Each line of the data below containing "paths" needs to be listed.

════════════════════

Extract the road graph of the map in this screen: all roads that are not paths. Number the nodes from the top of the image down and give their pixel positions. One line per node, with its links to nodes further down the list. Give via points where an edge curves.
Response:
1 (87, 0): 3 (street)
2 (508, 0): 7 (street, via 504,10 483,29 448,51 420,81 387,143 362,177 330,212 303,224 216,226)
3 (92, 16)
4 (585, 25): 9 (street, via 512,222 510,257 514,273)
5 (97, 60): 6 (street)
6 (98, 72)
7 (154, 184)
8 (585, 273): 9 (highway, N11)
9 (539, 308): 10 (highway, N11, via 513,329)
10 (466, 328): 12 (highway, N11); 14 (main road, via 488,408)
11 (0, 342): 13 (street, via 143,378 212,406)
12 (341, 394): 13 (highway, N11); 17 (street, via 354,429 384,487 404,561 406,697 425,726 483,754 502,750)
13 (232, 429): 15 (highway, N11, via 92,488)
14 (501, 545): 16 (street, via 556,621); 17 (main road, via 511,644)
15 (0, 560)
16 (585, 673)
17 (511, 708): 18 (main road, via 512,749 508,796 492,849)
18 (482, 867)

════════════════════

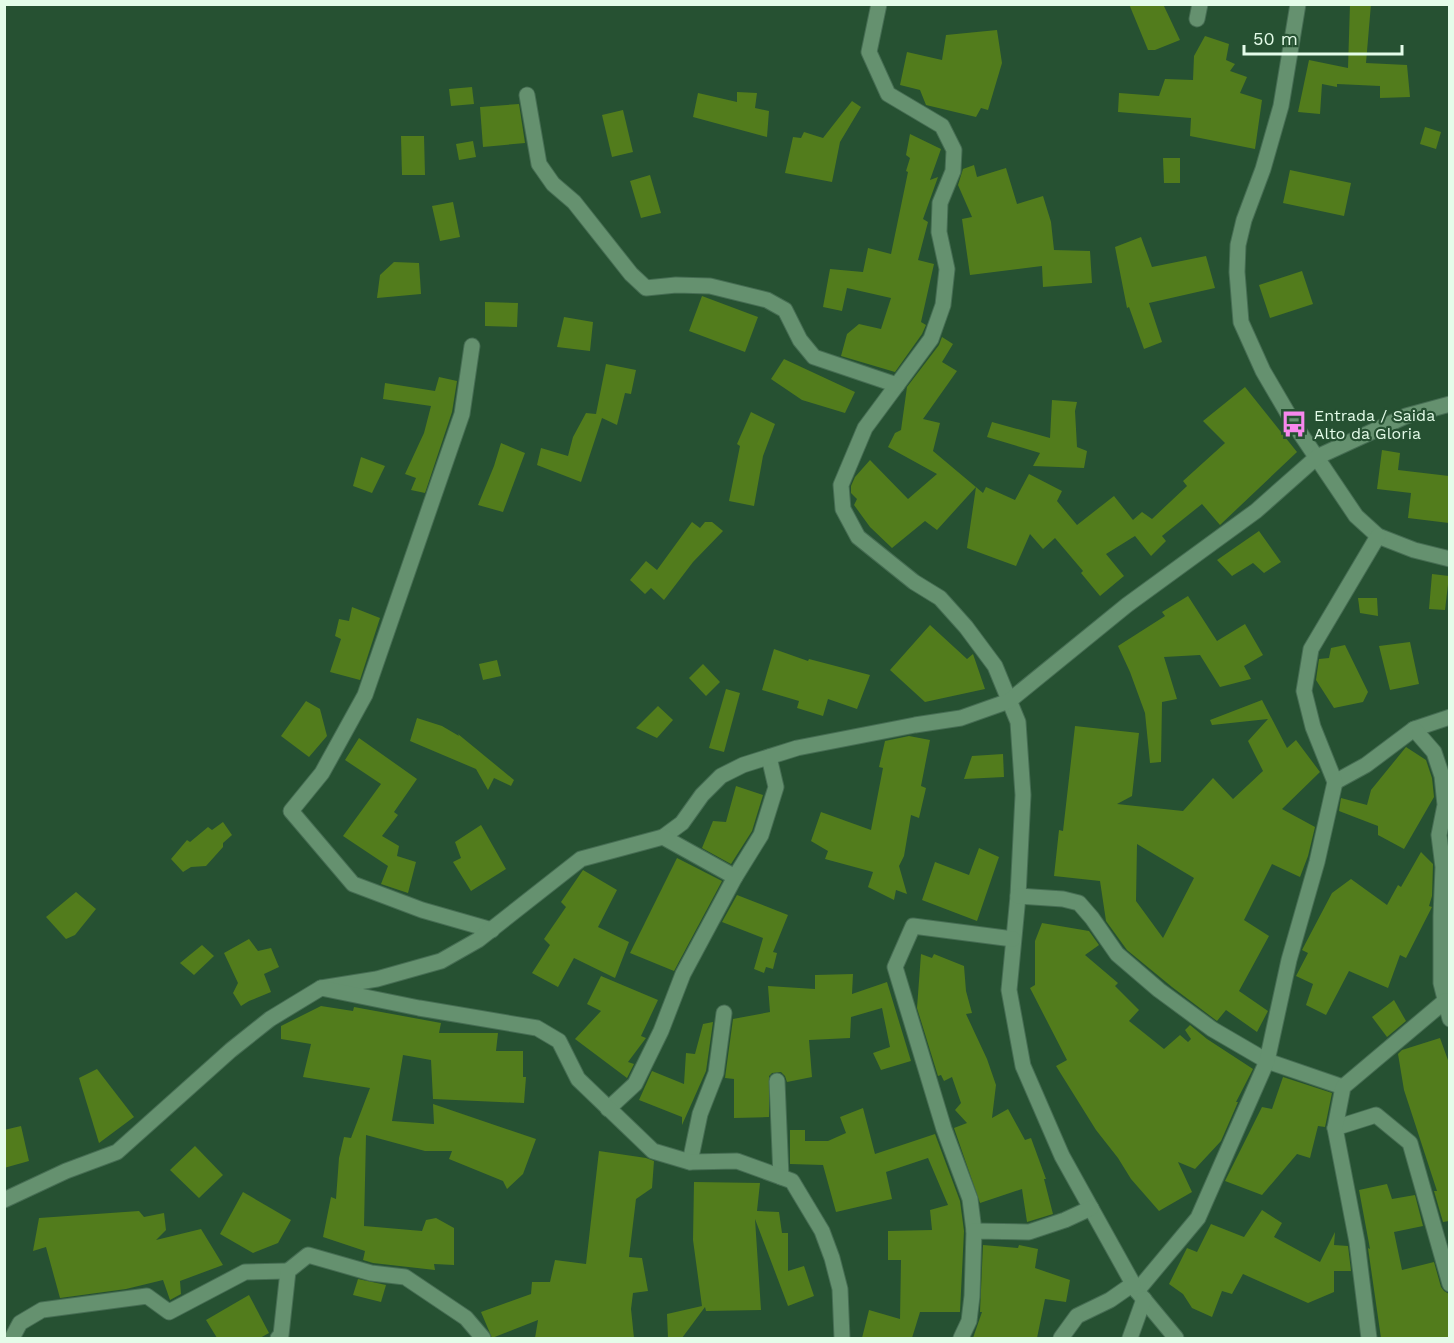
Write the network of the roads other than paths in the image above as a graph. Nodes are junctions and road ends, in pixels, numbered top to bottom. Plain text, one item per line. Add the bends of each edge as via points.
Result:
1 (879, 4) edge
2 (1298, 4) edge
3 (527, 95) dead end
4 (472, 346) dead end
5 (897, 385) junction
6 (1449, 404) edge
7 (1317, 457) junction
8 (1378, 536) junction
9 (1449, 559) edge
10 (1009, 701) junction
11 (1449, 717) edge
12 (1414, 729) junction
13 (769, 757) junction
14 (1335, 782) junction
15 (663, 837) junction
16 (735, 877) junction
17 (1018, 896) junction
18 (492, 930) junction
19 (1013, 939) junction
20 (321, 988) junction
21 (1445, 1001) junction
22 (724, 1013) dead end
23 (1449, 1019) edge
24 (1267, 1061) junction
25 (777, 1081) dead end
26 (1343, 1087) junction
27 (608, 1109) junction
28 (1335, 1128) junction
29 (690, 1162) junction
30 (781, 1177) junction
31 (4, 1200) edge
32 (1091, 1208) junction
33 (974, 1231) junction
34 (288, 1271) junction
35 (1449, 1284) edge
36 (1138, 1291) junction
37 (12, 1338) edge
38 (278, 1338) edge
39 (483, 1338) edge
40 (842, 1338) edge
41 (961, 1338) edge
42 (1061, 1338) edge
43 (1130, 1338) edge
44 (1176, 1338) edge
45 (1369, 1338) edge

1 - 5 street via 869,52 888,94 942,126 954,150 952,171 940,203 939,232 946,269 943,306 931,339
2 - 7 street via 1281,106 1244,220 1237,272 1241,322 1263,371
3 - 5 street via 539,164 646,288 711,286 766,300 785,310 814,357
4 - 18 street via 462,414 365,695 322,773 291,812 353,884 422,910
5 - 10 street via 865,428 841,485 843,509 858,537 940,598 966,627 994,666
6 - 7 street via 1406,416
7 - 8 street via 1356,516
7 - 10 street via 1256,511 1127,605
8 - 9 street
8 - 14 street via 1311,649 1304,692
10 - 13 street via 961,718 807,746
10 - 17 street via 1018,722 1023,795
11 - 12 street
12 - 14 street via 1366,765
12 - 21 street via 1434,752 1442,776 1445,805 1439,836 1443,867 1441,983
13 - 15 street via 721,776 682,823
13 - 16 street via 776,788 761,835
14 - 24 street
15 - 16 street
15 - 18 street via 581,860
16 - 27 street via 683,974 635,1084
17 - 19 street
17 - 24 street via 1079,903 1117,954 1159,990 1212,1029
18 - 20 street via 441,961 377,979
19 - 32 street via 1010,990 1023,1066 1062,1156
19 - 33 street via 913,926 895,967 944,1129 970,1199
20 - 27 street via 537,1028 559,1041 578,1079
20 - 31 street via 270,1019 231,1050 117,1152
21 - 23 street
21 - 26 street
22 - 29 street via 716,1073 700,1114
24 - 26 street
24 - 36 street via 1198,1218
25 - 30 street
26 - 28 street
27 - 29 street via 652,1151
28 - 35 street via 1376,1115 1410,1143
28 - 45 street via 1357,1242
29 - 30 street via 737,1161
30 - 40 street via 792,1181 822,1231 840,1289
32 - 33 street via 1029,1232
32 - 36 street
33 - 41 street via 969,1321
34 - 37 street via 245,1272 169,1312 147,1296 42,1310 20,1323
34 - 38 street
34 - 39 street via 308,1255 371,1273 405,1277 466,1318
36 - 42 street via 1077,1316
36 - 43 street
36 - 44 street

════════════════════

Written answer:
Extract the road graph of the map in this screen: all roads that are not paths. Number the nodes from the top of the image down and give their pixel positions. One line per node, with its links to nodes further down the list. Give via points where an edge curves.
Write the network of the roads other than paths in the image above as a graph. Nodes are junctions and road ends, in pixels, numbered top to bottom. Plain text, one item per line. Add the bends of each edge as via points.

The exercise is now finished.